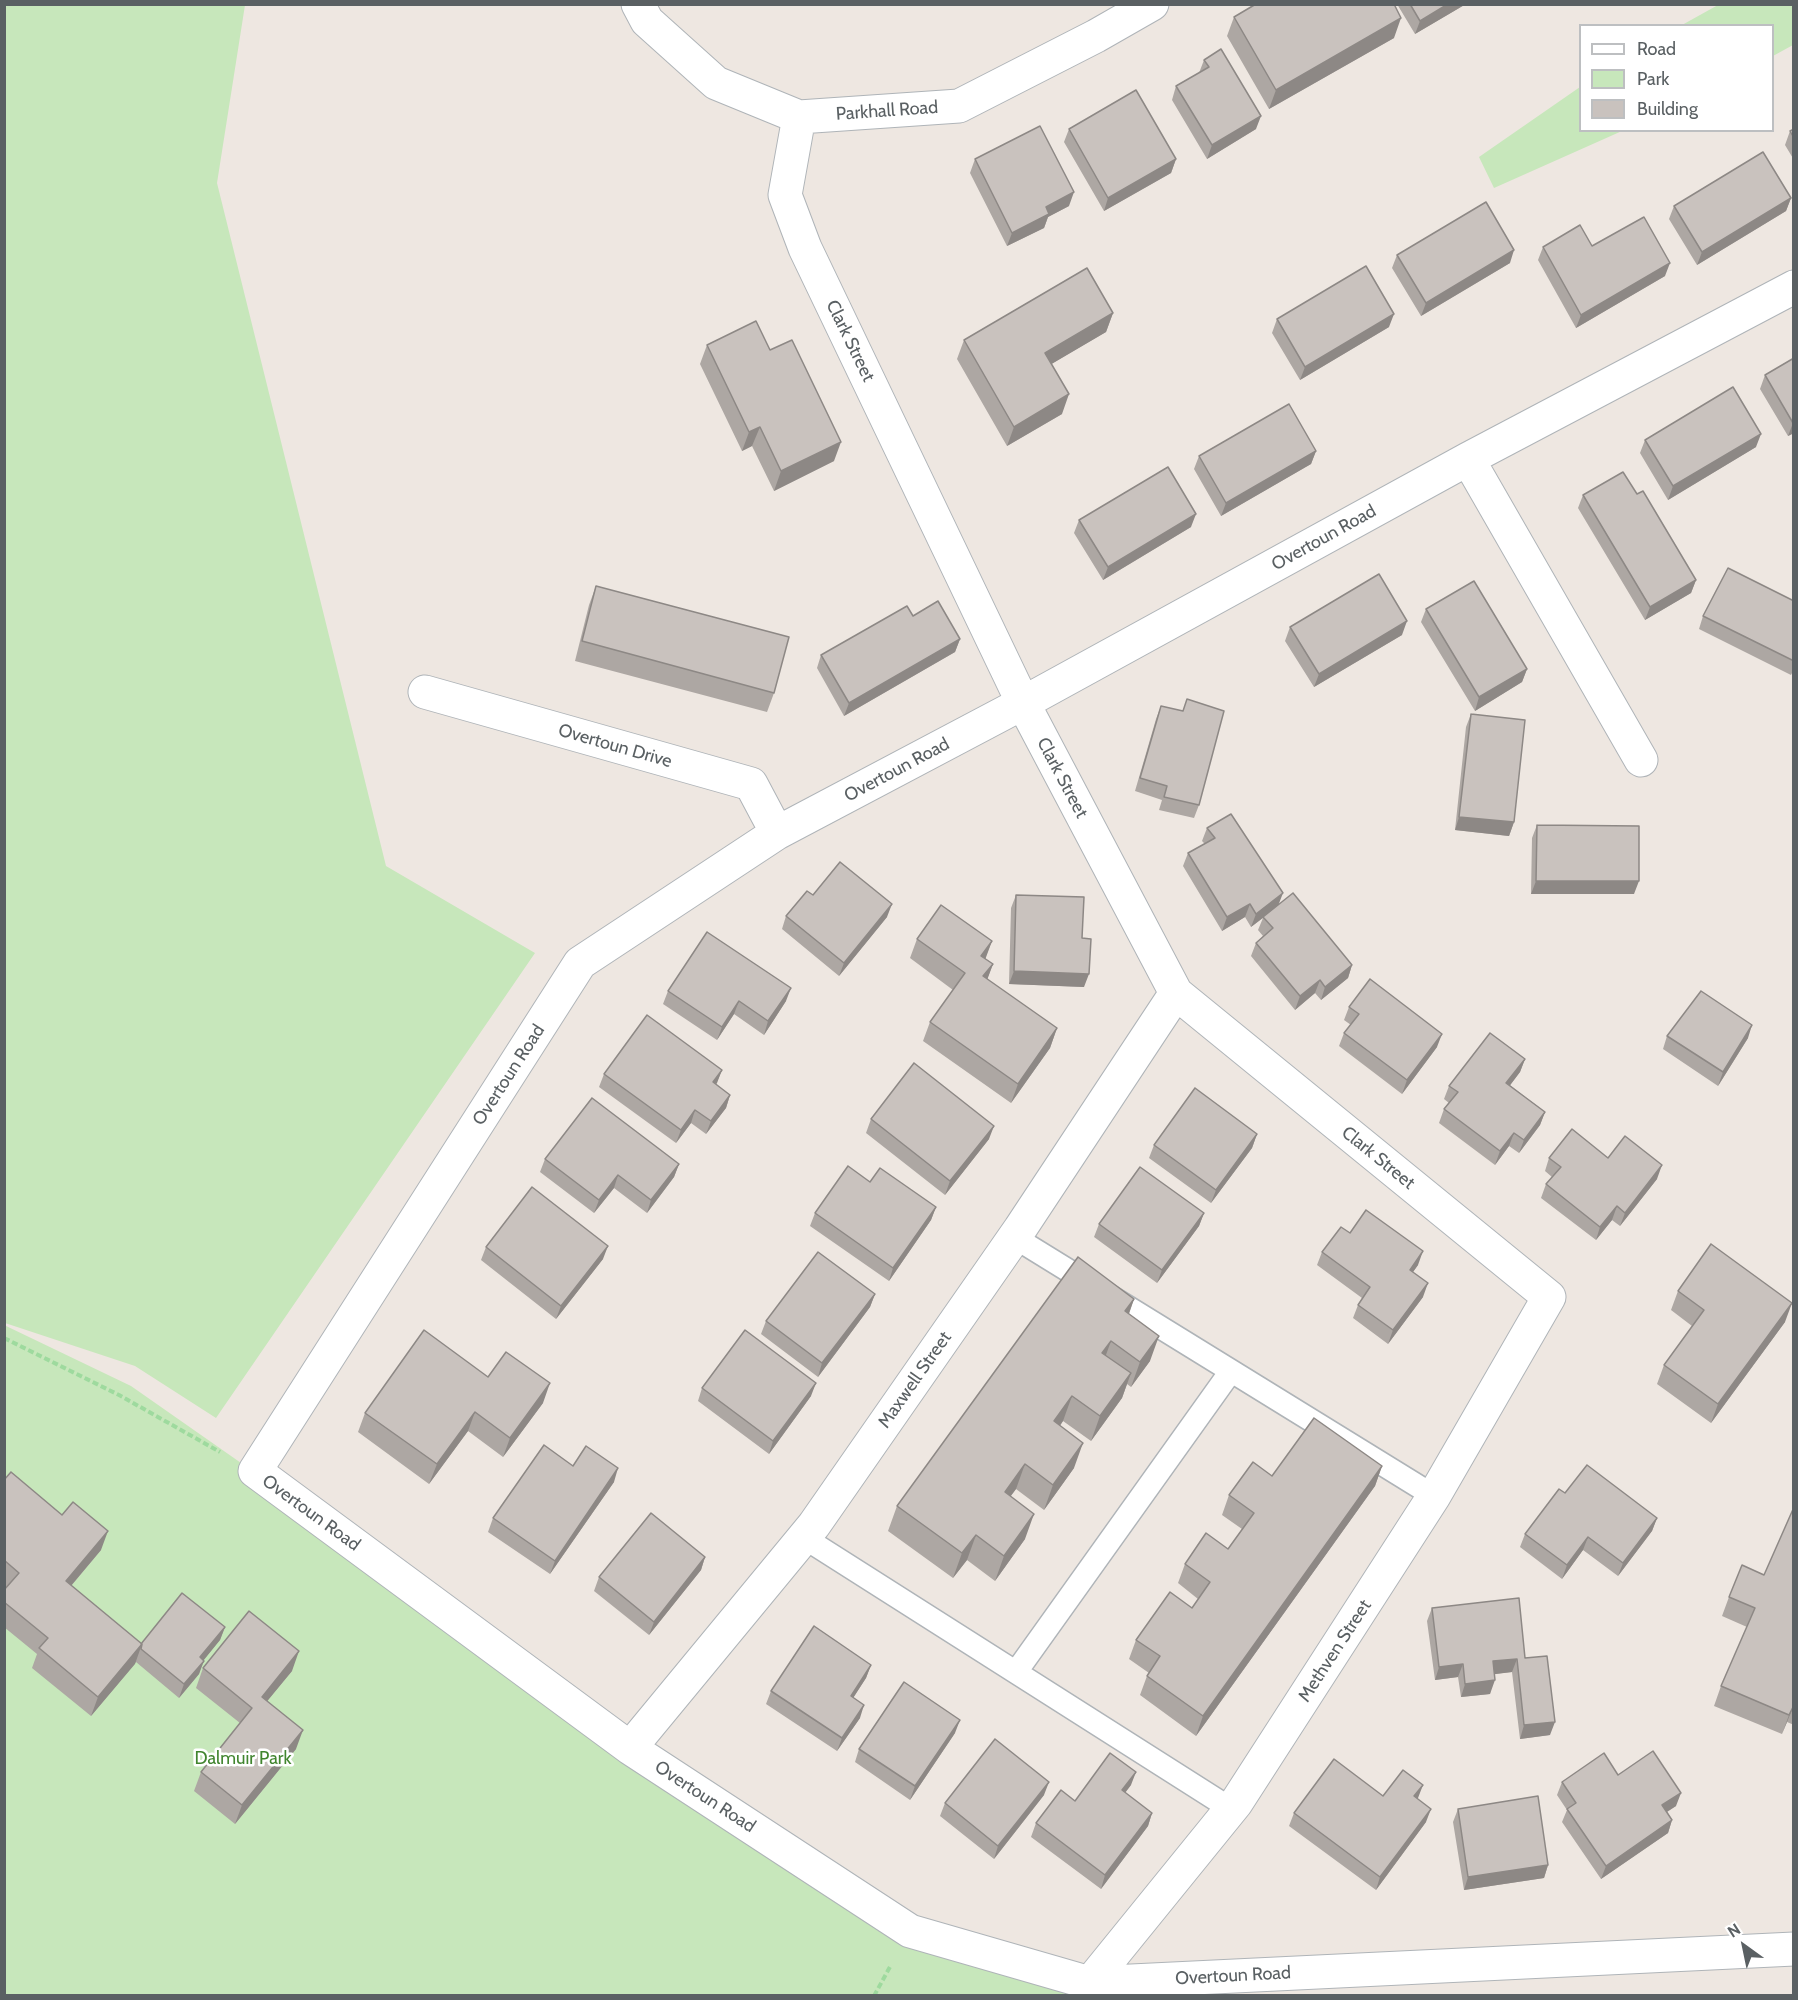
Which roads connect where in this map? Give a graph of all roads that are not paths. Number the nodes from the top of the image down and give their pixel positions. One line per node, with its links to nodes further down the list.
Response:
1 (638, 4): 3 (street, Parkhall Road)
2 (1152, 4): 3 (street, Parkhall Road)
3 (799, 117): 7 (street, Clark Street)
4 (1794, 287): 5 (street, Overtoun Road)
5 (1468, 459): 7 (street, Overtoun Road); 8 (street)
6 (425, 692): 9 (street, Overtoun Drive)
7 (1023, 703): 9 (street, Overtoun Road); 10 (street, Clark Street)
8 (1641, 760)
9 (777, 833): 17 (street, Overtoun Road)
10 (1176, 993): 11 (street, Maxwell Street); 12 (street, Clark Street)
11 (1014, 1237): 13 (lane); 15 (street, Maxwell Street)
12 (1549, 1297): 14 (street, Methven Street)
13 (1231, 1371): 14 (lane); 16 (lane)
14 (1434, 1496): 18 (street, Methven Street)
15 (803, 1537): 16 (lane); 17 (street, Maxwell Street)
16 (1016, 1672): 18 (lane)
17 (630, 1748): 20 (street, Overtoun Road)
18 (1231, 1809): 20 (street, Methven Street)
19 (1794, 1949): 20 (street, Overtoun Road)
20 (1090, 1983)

...

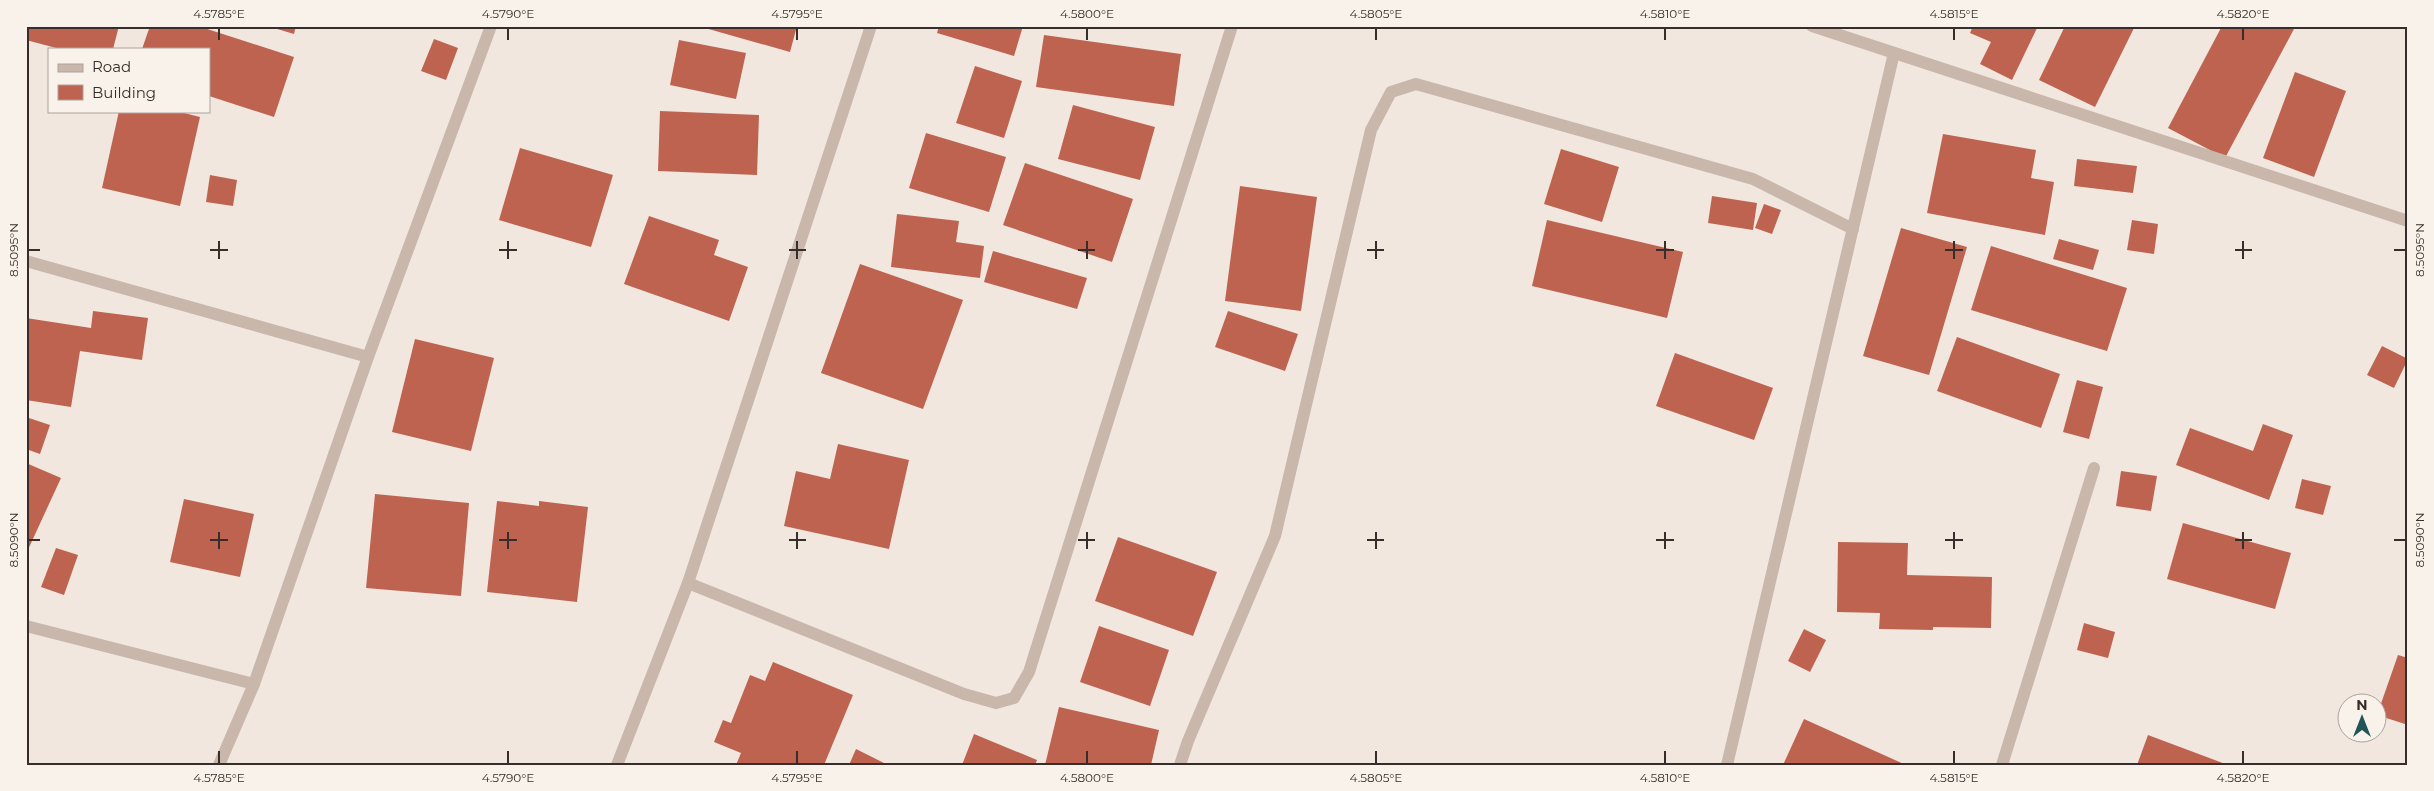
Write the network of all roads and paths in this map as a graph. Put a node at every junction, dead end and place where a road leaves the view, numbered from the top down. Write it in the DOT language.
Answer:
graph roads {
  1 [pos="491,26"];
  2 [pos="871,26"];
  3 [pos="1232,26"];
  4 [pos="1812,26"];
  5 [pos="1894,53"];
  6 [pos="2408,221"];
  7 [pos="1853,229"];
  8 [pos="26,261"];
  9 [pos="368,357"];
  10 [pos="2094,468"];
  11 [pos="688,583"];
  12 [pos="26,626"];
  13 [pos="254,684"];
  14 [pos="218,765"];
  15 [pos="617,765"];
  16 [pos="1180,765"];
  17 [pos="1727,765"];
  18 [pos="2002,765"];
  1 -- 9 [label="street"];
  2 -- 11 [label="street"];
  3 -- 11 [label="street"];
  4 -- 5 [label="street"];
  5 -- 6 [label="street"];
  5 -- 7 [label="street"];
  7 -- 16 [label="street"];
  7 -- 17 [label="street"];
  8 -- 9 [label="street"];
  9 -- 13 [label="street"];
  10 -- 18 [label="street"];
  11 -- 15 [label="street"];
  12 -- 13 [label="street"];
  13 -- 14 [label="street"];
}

**EXERCISE:** Check which lines of the entries hold the word "from", then please give only how many there are.

**TASK SOLUTION:** 2